[Work required] All lines of the listing that contain "Aranda" should be shown in full.

[Dataset excerpts]

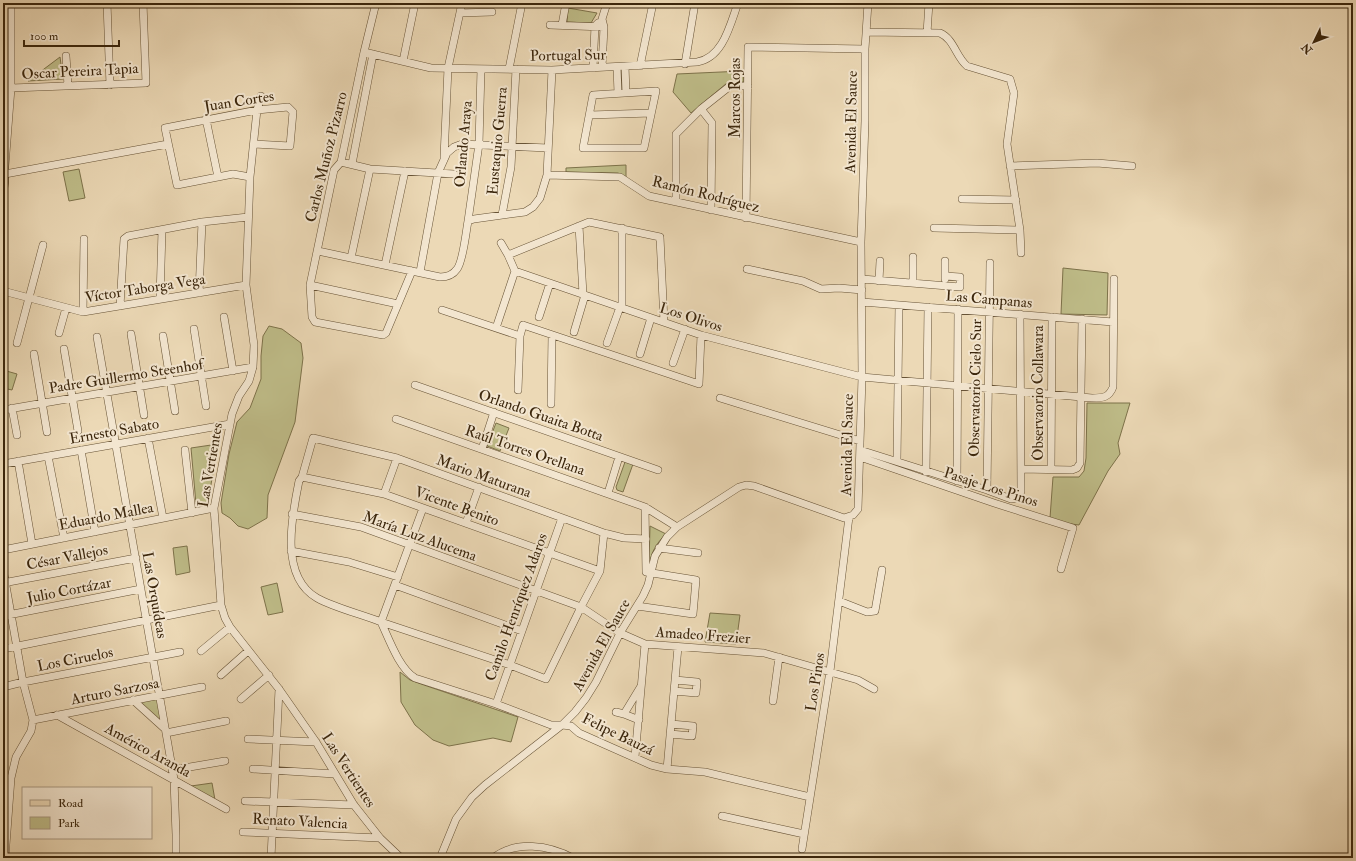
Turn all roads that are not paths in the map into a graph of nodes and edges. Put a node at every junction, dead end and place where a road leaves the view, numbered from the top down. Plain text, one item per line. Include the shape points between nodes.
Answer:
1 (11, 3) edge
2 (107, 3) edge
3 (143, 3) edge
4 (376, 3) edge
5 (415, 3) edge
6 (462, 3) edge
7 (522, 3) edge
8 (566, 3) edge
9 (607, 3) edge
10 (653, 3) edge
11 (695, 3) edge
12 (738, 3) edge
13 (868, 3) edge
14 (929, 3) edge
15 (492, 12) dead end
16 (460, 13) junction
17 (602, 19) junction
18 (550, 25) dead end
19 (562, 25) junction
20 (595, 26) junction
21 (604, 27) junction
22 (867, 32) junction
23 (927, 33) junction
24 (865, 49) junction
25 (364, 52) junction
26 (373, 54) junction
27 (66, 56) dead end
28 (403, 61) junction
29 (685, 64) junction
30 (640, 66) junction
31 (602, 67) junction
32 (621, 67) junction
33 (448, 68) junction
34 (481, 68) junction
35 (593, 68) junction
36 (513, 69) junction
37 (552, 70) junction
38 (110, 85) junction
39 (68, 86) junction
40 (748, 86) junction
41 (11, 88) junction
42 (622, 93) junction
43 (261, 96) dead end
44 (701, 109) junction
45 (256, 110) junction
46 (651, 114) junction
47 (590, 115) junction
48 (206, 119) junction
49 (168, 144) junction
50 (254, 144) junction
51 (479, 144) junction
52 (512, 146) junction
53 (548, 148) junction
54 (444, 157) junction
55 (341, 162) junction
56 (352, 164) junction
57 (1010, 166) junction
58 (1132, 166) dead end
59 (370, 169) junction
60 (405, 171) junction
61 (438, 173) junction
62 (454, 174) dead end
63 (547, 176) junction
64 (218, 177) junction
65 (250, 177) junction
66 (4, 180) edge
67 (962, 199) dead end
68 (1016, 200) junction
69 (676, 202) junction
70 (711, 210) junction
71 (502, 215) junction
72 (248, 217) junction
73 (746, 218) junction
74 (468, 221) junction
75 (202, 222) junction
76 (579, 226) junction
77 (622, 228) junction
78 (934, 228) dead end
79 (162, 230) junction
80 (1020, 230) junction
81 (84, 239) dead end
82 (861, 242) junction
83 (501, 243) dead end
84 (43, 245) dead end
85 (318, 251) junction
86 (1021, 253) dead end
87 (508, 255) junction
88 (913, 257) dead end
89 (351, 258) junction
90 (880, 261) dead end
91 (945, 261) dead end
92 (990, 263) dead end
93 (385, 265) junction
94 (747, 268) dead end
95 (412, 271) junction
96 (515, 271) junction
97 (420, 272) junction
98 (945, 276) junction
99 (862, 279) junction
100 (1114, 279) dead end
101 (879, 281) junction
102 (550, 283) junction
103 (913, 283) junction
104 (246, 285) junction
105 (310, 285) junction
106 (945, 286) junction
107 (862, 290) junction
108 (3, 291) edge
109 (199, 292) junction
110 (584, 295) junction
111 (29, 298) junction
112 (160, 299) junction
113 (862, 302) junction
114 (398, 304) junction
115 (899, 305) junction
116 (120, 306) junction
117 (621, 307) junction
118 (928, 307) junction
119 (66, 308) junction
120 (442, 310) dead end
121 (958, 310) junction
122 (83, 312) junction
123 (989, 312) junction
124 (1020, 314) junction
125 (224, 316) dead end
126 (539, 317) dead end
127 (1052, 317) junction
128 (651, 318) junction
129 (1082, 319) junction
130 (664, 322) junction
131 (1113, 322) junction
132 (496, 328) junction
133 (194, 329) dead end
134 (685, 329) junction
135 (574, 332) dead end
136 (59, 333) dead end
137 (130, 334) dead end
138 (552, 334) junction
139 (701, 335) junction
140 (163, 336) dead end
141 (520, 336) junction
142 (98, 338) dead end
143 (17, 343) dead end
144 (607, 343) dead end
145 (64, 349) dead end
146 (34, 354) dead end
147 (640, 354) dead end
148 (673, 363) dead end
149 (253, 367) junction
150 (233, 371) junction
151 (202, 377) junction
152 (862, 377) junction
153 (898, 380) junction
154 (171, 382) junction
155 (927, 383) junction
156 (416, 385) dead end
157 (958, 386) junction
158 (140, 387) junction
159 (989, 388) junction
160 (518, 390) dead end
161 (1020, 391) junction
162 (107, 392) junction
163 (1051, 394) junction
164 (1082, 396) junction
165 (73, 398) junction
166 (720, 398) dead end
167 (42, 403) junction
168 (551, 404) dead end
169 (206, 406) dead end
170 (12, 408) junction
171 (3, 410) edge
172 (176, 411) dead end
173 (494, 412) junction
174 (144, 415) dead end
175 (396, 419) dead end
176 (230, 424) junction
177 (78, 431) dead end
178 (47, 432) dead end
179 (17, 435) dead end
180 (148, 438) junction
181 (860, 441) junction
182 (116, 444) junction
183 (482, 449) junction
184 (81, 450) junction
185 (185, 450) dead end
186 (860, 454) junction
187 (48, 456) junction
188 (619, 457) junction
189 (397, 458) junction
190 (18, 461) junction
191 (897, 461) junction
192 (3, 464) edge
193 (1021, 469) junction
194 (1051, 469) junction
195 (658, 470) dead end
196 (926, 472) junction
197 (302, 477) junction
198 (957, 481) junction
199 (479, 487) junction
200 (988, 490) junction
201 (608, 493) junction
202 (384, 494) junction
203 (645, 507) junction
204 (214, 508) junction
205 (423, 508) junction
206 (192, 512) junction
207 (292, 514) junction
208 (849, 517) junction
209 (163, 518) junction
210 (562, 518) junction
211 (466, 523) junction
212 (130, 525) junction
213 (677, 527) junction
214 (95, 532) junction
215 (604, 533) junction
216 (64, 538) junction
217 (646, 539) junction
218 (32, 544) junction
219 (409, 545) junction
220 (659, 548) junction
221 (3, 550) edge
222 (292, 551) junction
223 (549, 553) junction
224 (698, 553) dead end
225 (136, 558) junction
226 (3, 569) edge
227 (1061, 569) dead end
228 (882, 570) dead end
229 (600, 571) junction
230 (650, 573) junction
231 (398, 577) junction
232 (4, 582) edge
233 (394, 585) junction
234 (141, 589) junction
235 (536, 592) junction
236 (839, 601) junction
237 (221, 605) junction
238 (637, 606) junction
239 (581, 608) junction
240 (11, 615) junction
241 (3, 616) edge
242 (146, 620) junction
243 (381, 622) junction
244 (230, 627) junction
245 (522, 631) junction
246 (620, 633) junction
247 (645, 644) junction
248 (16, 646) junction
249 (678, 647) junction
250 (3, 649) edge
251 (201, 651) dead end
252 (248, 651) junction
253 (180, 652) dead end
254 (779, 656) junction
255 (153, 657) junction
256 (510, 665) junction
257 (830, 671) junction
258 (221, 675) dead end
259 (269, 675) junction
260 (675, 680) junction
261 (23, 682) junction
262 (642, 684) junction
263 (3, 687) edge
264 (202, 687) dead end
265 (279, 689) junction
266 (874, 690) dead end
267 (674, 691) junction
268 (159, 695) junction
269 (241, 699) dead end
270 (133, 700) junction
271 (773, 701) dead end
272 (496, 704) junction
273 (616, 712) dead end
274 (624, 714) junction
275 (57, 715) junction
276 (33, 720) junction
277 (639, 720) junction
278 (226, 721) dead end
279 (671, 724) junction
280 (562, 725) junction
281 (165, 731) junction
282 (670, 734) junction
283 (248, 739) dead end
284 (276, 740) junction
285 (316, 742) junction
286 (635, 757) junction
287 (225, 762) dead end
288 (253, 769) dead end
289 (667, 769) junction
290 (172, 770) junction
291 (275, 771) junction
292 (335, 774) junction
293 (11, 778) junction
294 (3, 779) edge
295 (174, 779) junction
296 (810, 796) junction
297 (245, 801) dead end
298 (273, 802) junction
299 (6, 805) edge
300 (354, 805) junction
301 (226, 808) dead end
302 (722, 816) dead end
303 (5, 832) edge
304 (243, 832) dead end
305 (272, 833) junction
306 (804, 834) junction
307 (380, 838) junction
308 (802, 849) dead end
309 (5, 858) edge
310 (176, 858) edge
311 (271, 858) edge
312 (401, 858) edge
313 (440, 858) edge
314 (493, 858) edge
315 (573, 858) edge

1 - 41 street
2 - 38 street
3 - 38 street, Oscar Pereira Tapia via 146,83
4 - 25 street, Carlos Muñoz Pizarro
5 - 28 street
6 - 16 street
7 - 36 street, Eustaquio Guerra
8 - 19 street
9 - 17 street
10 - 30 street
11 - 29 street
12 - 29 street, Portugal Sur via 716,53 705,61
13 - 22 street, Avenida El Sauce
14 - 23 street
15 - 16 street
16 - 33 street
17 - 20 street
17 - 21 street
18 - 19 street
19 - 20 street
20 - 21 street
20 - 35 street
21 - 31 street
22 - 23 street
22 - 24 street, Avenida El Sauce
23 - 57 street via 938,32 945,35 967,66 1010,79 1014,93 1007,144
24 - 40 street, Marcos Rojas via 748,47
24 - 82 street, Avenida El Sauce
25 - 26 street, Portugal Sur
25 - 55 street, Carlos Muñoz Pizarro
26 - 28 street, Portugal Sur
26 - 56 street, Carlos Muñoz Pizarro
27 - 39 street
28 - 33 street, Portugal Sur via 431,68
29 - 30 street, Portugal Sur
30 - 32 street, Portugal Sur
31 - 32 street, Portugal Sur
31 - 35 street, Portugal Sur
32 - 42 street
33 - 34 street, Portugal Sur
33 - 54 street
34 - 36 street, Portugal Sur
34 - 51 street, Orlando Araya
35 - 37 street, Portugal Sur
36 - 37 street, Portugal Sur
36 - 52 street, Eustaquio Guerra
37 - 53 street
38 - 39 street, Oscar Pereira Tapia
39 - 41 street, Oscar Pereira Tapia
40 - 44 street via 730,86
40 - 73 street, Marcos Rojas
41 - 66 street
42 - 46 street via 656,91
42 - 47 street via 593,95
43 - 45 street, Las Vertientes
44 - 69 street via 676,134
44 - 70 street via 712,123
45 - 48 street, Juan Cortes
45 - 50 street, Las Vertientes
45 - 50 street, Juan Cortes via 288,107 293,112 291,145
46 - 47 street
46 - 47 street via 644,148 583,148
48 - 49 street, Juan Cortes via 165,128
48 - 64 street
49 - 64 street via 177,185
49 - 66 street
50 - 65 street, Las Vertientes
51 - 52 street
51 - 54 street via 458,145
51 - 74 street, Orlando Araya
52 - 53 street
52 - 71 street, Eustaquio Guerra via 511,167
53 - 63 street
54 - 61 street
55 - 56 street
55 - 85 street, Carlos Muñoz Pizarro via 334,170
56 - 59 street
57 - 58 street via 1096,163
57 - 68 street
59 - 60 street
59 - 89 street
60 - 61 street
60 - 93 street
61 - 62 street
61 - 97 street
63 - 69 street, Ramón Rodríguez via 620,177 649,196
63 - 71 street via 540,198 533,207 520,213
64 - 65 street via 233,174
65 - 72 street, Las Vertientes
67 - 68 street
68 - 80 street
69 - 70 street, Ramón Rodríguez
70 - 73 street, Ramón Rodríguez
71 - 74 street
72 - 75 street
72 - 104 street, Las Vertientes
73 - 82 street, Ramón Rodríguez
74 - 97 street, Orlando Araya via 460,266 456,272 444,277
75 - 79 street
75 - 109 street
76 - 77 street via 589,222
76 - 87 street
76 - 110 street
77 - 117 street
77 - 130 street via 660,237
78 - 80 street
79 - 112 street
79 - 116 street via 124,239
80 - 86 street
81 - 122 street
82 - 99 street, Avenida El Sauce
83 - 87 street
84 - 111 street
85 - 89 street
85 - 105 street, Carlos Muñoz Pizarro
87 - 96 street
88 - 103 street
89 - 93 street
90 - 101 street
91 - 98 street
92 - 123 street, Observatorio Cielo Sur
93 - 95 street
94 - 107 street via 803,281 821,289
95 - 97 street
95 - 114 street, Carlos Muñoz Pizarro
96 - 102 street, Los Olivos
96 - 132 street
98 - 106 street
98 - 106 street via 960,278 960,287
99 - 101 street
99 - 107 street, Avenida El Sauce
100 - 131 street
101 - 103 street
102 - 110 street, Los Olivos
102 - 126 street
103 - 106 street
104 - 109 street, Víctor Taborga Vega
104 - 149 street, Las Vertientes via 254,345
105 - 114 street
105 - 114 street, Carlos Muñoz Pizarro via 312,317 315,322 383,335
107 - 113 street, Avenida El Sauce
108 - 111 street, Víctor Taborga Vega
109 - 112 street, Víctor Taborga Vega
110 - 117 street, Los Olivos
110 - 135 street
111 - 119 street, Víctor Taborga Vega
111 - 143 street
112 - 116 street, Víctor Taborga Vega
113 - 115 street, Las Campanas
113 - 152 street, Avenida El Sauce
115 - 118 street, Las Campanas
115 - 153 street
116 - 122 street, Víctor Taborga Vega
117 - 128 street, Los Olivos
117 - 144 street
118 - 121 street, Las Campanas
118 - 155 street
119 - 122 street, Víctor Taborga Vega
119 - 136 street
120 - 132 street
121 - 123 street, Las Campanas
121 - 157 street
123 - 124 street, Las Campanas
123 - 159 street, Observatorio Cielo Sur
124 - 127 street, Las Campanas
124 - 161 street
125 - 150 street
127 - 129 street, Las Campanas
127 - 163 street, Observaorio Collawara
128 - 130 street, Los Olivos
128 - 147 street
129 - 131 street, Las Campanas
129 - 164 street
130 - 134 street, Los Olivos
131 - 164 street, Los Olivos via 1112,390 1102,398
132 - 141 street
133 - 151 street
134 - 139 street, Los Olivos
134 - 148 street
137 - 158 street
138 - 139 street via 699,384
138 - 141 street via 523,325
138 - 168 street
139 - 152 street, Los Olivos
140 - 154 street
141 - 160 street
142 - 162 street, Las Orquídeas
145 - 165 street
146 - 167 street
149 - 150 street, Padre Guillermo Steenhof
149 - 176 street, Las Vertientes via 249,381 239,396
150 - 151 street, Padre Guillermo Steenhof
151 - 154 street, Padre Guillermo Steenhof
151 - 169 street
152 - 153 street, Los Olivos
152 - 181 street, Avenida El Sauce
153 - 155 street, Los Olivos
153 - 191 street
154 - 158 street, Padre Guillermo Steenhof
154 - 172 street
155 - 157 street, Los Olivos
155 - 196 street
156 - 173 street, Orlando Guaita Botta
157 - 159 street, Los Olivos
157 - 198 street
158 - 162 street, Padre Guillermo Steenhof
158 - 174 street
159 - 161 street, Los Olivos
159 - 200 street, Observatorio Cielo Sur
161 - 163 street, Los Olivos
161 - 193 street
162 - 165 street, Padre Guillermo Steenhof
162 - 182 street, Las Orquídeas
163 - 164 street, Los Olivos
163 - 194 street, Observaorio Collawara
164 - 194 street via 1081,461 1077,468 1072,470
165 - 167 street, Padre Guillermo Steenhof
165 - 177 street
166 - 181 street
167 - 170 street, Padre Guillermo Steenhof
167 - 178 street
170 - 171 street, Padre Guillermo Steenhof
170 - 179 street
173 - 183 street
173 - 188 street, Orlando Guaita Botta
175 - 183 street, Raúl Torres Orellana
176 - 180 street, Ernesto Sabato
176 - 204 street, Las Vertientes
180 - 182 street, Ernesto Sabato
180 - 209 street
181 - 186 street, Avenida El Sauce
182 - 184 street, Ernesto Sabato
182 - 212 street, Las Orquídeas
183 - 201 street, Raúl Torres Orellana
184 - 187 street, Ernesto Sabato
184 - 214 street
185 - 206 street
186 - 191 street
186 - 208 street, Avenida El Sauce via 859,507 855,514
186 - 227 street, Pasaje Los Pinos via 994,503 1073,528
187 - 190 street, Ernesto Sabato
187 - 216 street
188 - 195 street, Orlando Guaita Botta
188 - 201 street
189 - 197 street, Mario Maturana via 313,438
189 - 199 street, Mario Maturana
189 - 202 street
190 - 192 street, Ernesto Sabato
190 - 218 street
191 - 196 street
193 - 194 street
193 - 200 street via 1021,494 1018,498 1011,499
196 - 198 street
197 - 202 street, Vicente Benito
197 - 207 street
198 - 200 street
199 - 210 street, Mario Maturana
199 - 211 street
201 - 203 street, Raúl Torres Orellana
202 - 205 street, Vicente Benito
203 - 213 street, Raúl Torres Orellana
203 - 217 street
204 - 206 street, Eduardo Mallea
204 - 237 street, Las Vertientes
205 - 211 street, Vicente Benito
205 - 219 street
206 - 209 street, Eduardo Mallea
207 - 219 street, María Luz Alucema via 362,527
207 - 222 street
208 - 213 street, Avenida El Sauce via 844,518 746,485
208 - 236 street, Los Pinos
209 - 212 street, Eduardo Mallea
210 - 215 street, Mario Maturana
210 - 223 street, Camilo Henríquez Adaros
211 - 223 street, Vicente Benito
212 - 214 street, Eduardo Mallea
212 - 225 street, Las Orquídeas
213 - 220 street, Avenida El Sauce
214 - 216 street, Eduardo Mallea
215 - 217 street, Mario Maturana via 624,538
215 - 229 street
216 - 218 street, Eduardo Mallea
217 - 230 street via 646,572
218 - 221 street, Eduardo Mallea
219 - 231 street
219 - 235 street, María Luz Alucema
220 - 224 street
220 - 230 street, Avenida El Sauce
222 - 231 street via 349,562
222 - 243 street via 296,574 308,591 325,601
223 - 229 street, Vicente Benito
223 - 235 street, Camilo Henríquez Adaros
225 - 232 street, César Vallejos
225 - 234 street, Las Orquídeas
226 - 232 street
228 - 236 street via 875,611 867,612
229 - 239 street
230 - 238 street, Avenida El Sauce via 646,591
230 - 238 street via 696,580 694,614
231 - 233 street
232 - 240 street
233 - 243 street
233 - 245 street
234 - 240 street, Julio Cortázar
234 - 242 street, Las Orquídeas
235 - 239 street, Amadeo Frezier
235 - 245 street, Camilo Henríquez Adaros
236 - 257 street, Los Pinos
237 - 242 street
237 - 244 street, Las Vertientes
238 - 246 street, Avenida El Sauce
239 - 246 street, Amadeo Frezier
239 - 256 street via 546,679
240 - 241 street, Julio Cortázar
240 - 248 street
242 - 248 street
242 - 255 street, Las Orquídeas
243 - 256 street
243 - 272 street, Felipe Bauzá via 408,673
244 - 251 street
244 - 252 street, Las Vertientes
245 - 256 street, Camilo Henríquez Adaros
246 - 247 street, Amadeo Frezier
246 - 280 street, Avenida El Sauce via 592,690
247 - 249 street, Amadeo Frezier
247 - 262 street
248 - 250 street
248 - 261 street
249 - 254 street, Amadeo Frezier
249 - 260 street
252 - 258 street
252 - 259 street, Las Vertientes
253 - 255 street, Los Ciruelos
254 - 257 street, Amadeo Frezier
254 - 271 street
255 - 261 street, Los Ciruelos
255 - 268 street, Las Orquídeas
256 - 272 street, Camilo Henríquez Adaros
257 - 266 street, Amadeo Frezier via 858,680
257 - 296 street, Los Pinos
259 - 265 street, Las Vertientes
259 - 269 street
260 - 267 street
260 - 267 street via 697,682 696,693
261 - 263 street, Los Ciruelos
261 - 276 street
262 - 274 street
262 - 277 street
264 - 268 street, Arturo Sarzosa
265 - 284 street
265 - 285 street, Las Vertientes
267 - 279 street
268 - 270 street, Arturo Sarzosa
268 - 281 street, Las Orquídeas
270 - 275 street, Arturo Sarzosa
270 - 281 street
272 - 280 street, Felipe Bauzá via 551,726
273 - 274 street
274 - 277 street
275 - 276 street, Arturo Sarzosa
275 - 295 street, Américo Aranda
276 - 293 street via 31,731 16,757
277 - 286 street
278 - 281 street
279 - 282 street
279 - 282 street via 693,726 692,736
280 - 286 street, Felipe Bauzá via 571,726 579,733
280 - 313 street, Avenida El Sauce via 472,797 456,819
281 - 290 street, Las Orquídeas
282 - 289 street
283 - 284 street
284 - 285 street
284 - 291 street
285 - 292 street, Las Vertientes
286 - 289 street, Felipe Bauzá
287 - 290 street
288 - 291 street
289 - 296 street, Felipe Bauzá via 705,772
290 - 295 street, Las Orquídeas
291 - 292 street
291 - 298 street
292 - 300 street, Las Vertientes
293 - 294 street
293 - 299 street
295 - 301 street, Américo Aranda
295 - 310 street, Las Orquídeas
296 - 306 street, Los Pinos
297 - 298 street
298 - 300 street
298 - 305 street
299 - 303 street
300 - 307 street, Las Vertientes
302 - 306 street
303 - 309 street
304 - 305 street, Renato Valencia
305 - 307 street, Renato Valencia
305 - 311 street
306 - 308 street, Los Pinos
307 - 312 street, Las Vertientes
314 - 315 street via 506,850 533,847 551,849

* * *

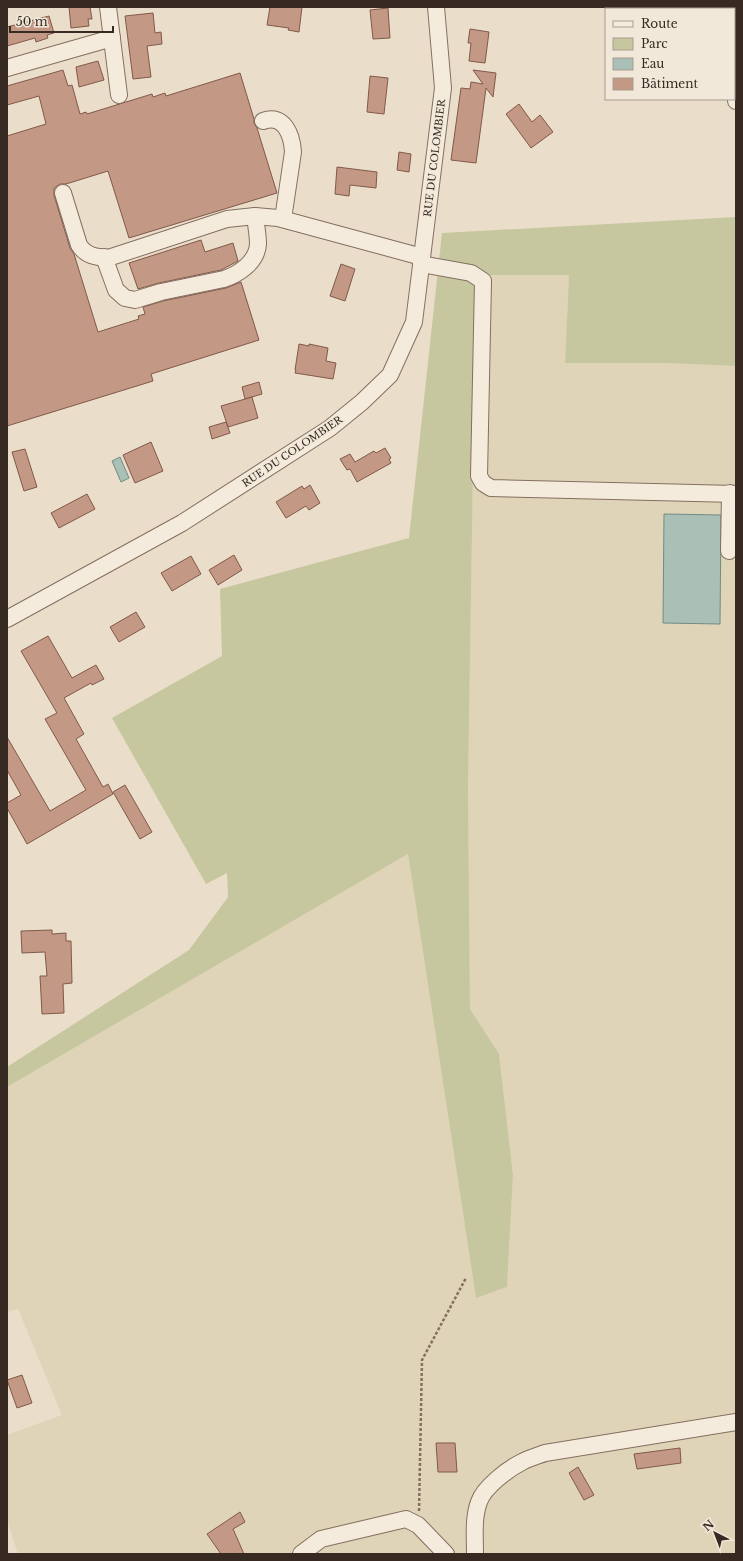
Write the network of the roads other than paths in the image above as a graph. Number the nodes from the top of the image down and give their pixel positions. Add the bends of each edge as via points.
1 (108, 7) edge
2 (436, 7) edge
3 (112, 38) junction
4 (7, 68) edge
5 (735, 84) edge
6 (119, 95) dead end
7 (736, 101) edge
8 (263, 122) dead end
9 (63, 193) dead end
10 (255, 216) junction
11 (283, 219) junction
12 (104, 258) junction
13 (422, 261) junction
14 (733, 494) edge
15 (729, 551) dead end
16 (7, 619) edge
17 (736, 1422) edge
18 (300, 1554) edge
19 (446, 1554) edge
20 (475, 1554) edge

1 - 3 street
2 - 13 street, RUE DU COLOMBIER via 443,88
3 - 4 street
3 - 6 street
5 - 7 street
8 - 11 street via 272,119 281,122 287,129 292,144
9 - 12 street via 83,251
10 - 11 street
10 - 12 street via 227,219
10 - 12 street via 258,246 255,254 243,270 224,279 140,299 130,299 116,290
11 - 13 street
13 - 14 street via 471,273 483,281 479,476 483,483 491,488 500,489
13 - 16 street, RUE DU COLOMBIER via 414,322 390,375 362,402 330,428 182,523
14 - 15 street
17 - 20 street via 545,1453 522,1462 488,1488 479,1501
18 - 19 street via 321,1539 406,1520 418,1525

[Response to the task]
275 - 295 street, Américo Aranda
295 - 301 street, Américo Aranda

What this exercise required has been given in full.